Sex: Use the pull down list to indicate Male or Female if not on file.

Date of Birth: If not on file, enter the employee's date of birth in the format of mm/dd/yyyy.

Date of Hire: If not on file, enter the employee's date of hire in the format of mm/dd/yyyy.

Position: If not on file, enter the employee's position.

How long in current position?: Enter the number of years and months the person has been in the current position.

Work Status: Use the pull down list to indicate Full time or Part time.

Does employee work for an outside contractor or agency: Click Yes or No.

Shift: Use the pull down lists to enter the Start and End times.

Employee's Workdays: Click on the appropriate boxes.

Department: From the pull down list, select the department.


Incident/Case Information

Date of Incident: In the format of mm/dd/yyyy, enter the date of the incident.

Time of Incident: Use the pull down lists to enter the time of the incident.

Date Reported: In the format of mm/dd/yyyy, enter the date that the incident was reported.

Time Reported: Use the pull down lists to enter the time that the incident was reported.

To Whom Was Incident Reported?: Enter the name of the person to whom the incident was reported, or use the Search button to search for the person.

Position of Person Reported to: Enter the person's (mentioned in the field above) position.

Did Incident/Injury Occur on Employer Premises?: Click Yes or No.

Location of Incident: Enter the building and room or name of the location where the incident occurred.

What was the employee doing just before the incident occurred?: Enter the information and be as specific as you can.

What happened to cause injury or illness?: Enter the information and be as specific as you can.

Name the object or substance which directly injured the employee: Enter the information and be a specific as you can.

Date employee began work shift: In the format of mm/dd/yyyy, enter the date that the employee began the work shift.

Time employee began work shift: Use the pull down lists to enter the time the employee began the work shift.

Overtime Hours: Click Yes or No.

Injury Status: Click Yes or No. If you selected Yes, the field, Original Report Date will appear. Enter the date in the format of mm/dd/yyyy.

Nature of Injury or Illness: Select all fields that apply. To select multiple injuries or to deselect an injury, use ctrl-click.
If "Nonclassifiable/Other" is one of your selections, a text box will appear in which you can enter a description of the injury or illness.

Body Part Affected - Head, Lower Extremities, Upper Extremities, Multiple Parts, Nonclassifiable: Select all fields that apply.


Employee Details

Did employee return to work with no lost time?: Click Yes or No.

  • If Yes, indicate if the employee returned to work in restricted duty or was transferred to a different job.
  • If No, enter the number of calendar days away from work, the date the employee started losing time, and indicate if the employee has returned to work.
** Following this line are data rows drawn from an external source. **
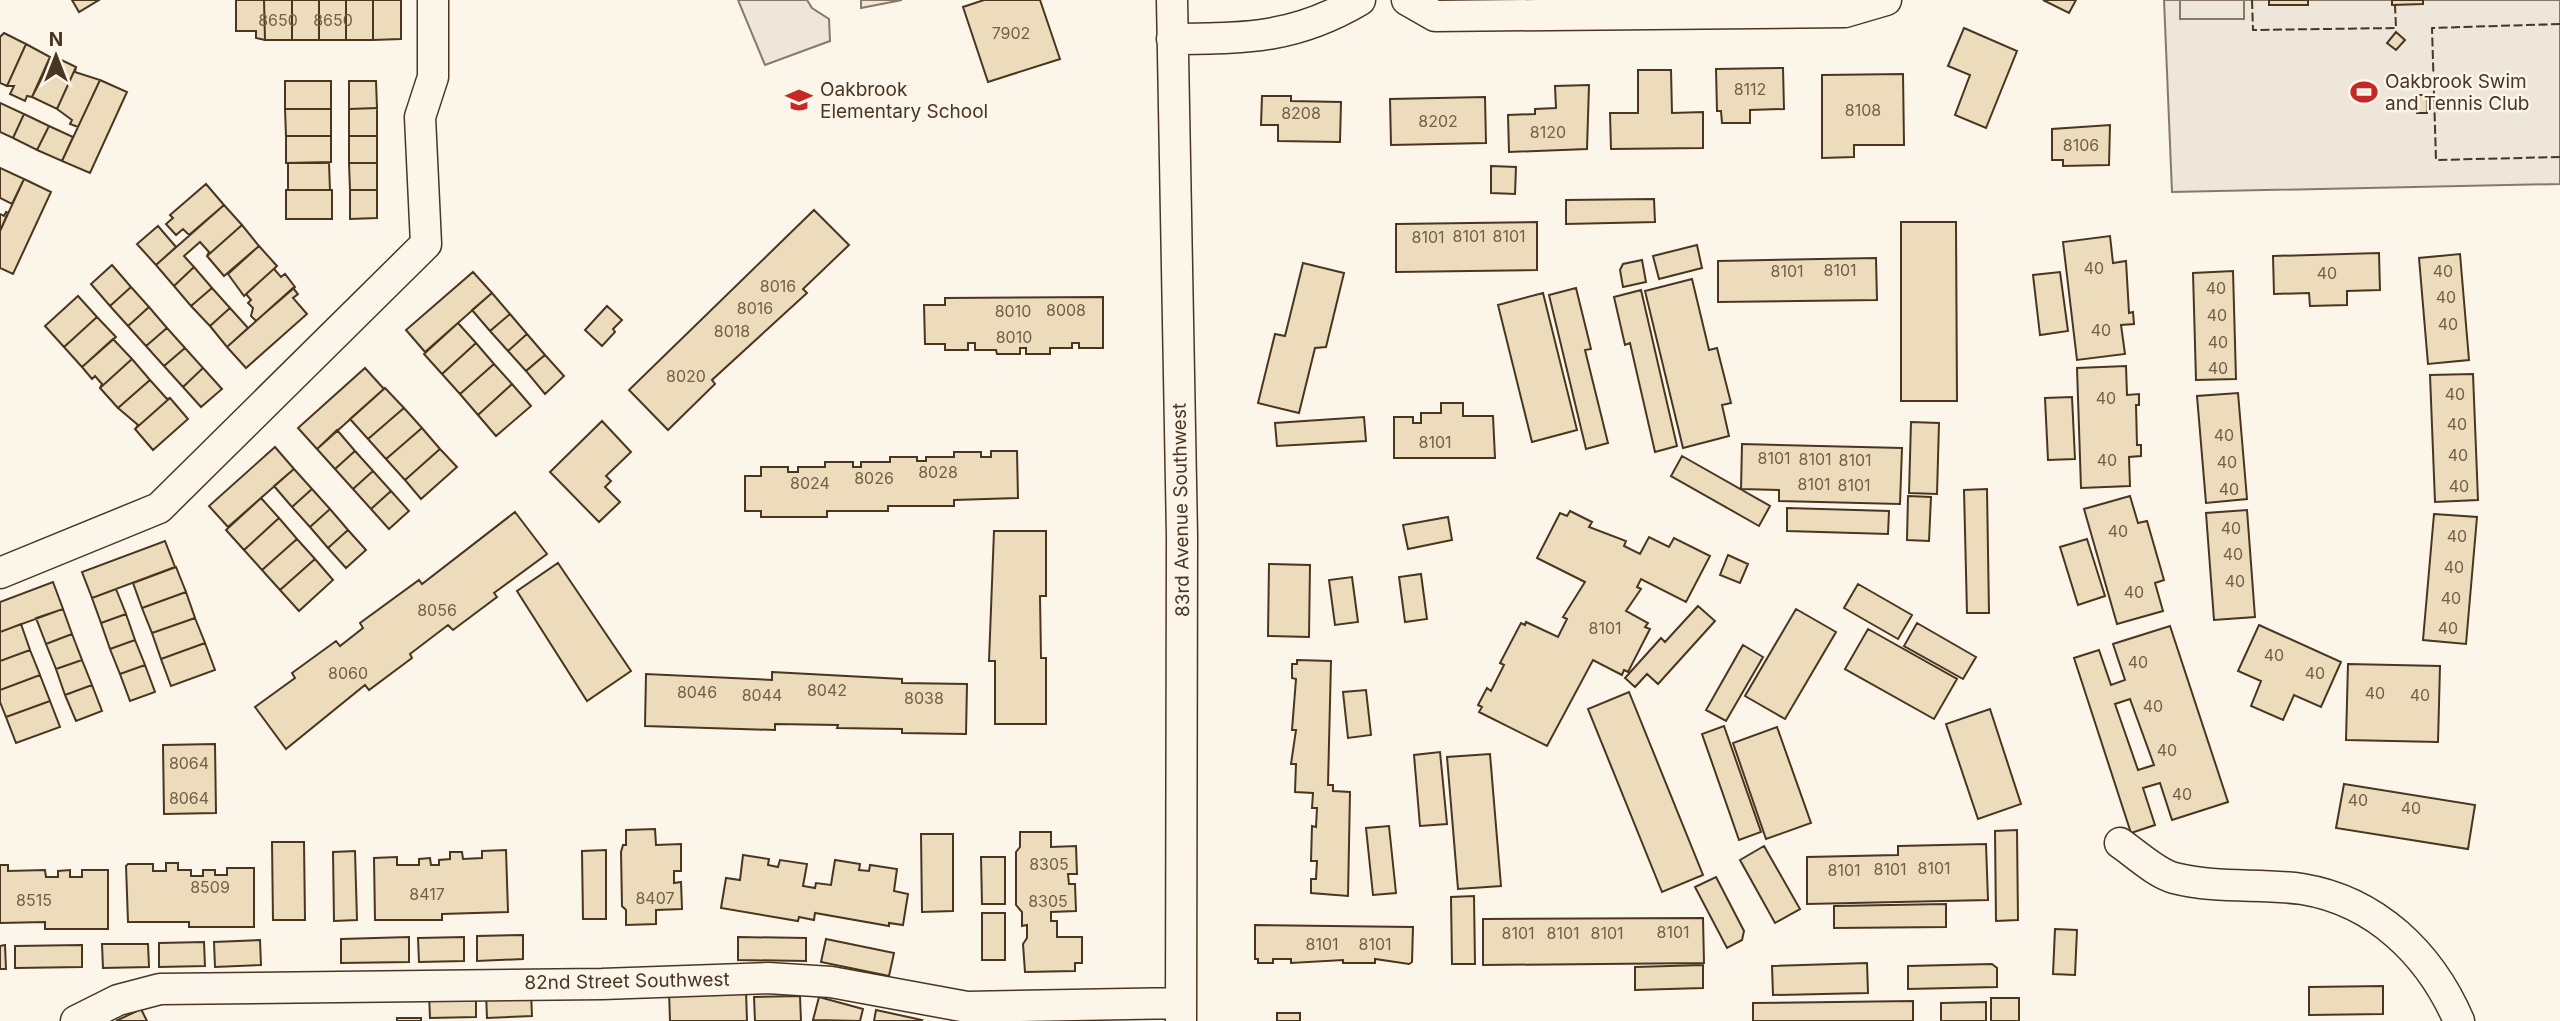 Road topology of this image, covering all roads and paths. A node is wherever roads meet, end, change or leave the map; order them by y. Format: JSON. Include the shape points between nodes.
{"nodes":[{"id":1,"x":433,"y":0,"type":"edge"},
{"id":2,"x":1172,"y":0,"type":"edge"},
{"id":3,"x":1360,"y":0,"type":"edge"},
{"id":4,"x":1407,"y":0,"type":"edge"},
{"id":5,"x":1886,"y":0,"type":"edge"},
{"id":6,"x":1172,"y":39,"type":"junction"},
{"id":7,"x":0,"y":573,"type":"edge"},
{"id":8,"x":2120,"y":843,"type":"dead end"},
{"id":9,"x":1181,"y":1012,"type":"edge"},
{"id":10,"x":76,"y":1021,"type":"edge"},
{"id":11,"x":2459,"y":1021,"type":"edge"}],
"edges":[{"from":1,"to":7,"type":"street","via":[[433,78],[420,117],[426,244],[159,509]]},
{"from":2,"to":6,"type":"street","name":"83rd Avenue Southwest"},
{"from":3,"to":6,"type":"street","via":[[1329,17],[1261,37]]},
{"from":4,"to":5,"type":"street","via":[[1435,16],[1845,12]]},
{"from":6,"to":9,"type":"street","name":"83rd Avenue Southwest","via":[[1182,536]]},
{"from":8,"to":11,"type":"street","via":[[2171,877],[2226,887],[2301,889],[2361,906],[2407,943],[2440,983]]},
{"from":9,"to":10,"type":"street","name":"82nd Street Southwest","via":[[967,1007],[831,982],[768,978],[160,989],[118,1000]]}]}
Please estimate number of days if employee has not yet returned.


Witness Details

Was there a witness?: Click Yes or No.
If Yes is selected, fields for entering witness information will appear. Enter the name, phone, and email for at least one witness.


Medical Details

Did employee seek medical attention?: Click Yes or No.

  • If Yes is selected, enter physician and facility information.
  • Select a facility from the pull down menu.
  • If an existing facility is selected, the address information will be filled in automatically.
  • If "other" is selected, enter the name and address information.


Supervisor Details

Supervisor: From the pull down list, select the appropriate answer.

  • The default is "I am the supervisor."
  • If you select "Filling out form on behalf of my supervisor," a search button will appear.

Supervisor Status: Select an option from the pull down menu.

  • Select "Supervisor" if the person is the injured party's immediate supervisor.
  • Select "Acting Supervisor" if the person is not the immediate supervisor but was acting as supervisor during the time of the incident.

Supervisor's Name, Phone, Email, and Building-Room:

  • If you are the supervisor, your information automatically appears.
  • If you are acting on behalf of your supervisor, search for the supervisor or enter the information.


Recipients

The following people will receive email reports: A list of recipients is displayed.